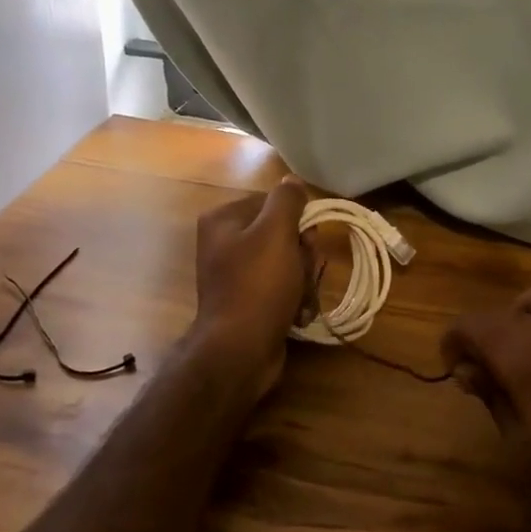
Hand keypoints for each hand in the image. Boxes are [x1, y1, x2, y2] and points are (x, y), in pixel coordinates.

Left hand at [193, 177, 312, 396]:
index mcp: (223, 220)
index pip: (272, 202)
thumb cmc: (258, 285)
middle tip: (305, 270)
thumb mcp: (276, 232)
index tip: (307, 239)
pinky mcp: (249, 302)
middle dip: (302, 253)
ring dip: (304, 278)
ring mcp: (236, 275)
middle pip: (281, 233)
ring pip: (287, 262)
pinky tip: (299, 312)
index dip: (297, 219)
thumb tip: (292, 181)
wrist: (240, 350)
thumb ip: (287, 200)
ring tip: (302, 297)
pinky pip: (281, 288)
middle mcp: (225, 243)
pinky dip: (294, 298)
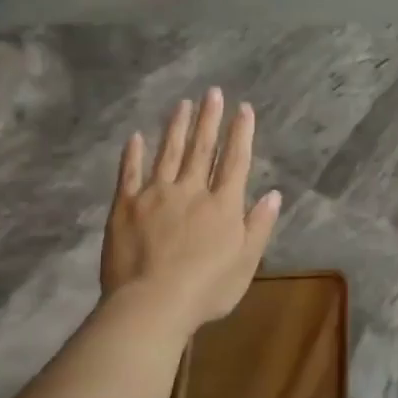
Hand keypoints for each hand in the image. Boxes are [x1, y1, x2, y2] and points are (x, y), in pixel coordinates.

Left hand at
• • • • • • •
PROMPT:
Take the line containing "thumb ip: (287, 200)" and every line after it up to the end of the entries, and quote them exactly. Both ends count; the pictures do not.

EXERCISE RESULT:
thumb ip: (287, 200)
ring tip: (302, 297)
pinky pip: (281, 288)
middle mcp: (225, 243)
pinky dip: (294, 298)
Hand keypoints for each hand in the image. Boxes are [x1, y1, x2, y2] and points are (x, y), in pixel coordinates.

Left hand at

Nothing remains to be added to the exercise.